I'll move the bed where the
wash-stand is now, and I'll make the chiffonnier swap
places with the couch. One feels on friendlier
terms with furniture that one has shoved about a little.
How brilliant the moonlight is! The room is flooded with
it. Those roses--sweet!--sweet!--"
When I awoke it was morning. During the days that
followed I looked back gratefully upon that night, with
its moonlight, and its roses, and its great peace.
CHAPTER XVII
THE SHADOW OF TERROR
Two days before the date set for Von Gerhard's departure
the book was finished, typed, re-read, packed, and sent
away. Half an hour after it was gone all its most
glaring faults seemed to marshall themselves before my
mind's eye. Whole paragraphs, that had read quite
reasonably before, now loomed ludicrous in perspective.

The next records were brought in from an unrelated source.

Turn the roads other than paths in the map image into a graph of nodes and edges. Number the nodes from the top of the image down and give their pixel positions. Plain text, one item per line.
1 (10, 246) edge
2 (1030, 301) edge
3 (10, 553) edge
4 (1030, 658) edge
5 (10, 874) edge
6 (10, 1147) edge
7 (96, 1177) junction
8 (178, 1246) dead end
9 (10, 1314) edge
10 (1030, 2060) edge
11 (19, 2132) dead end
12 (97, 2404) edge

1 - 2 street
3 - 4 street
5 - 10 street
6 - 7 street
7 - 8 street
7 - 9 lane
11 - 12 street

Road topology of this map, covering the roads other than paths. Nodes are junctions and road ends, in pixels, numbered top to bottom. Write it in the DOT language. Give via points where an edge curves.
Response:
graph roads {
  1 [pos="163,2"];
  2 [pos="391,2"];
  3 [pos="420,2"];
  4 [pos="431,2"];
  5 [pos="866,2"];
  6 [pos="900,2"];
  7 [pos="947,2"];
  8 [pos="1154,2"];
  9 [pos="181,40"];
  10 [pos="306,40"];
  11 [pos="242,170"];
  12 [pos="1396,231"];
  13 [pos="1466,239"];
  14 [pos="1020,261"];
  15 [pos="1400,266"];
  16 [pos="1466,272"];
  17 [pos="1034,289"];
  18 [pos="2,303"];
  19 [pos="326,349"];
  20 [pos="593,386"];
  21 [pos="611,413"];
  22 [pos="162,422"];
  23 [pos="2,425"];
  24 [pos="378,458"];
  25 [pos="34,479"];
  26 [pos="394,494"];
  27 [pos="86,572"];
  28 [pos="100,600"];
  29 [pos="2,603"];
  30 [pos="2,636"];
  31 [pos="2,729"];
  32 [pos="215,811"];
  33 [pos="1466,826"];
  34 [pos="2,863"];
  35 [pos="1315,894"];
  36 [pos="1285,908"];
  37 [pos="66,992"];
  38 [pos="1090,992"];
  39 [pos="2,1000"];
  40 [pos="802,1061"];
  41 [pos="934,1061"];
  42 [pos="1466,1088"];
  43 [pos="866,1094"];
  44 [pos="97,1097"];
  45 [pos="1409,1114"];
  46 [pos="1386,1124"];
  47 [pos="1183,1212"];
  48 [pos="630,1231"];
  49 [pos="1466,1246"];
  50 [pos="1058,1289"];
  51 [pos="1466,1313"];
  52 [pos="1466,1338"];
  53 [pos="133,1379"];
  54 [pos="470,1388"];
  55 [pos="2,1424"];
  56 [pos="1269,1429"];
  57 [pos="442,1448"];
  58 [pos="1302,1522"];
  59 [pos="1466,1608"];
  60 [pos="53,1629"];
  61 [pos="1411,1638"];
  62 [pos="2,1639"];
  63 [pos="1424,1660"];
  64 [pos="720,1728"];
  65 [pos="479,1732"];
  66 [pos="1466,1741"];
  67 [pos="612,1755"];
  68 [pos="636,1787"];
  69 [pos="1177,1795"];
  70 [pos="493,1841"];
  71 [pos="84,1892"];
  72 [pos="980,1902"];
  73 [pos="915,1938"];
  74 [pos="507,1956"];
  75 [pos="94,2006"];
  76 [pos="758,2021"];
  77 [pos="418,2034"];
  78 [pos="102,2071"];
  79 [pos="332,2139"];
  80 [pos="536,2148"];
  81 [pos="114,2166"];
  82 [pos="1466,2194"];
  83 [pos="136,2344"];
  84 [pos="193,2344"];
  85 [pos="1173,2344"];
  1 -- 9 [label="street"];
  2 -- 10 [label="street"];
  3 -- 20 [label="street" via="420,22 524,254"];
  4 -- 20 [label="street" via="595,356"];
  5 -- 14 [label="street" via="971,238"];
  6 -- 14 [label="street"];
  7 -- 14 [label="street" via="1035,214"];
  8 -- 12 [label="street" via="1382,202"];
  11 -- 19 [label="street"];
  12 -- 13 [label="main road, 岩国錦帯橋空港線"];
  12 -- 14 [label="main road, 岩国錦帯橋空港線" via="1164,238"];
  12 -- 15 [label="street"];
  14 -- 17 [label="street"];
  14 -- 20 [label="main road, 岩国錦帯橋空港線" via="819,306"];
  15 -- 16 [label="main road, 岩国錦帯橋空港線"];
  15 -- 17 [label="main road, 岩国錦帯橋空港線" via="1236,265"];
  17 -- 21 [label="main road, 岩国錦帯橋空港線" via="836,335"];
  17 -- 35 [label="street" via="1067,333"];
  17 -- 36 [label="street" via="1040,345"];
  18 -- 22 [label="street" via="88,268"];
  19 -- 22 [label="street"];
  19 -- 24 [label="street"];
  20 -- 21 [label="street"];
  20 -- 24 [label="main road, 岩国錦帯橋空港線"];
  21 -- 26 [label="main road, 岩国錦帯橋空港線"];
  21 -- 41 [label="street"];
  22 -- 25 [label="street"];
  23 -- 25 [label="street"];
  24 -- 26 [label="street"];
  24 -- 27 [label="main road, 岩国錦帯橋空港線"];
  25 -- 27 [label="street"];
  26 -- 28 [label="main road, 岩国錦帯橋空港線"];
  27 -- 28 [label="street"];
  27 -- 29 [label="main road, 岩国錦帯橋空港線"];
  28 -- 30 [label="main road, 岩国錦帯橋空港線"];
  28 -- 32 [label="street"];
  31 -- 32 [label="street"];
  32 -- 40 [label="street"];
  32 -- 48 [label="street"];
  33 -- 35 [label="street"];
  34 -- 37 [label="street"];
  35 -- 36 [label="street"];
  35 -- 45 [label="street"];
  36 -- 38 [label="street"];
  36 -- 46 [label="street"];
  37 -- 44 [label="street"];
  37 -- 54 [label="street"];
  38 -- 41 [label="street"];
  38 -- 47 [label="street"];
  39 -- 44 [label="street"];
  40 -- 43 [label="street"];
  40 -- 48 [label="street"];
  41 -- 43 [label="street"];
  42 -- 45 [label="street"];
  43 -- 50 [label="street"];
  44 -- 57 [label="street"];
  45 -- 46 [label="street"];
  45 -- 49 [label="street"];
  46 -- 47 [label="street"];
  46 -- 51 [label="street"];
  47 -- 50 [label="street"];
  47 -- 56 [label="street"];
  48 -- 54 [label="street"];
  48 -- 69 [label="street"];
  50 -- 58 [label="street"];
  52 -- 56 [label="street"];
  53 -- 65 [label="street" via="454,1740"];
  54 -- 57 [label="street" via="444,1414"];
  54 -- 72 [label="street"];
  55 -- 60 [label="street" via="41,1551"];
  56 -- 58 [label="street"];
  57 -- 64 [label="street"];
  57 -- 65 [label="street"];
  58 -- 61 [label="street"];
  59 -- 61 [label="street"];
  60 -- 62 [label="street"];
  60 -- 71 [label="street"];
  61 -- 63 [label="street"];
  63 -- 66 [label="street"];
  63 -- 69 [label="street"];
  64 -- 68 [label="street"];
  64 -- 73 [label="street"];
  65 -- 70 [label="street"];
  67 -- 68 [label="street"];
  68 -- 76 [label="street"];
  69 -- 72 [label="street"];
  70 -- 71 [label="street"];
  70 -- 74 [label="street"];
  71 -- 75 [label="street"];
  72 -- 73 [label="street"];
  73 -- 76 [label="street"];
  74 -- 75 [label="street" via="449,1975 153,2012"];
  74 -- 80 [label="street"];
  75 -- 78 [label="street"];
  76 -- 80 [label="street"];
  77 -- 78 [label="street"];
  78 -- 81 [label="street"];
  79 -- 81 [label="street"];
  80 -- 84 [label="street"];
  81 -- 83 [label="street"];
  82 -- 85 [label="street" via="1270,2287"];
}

I longed to snatch it back; to tidy it here, to take it
in there, to smooth certain rough places neglected in my
haste. For almost a year I had lived with this thing, so
close that its faults and its virtues had become
indistinguishable to me. Day and night, for many months,
it had been in my mind. Of late some instinct had
prompted me to finish it. I had worked at it far into
the night, until I marveled that the ancient occupants of
the surrounding rooms did not enter a combined protest
against the clack-clacking of my typewriter keys.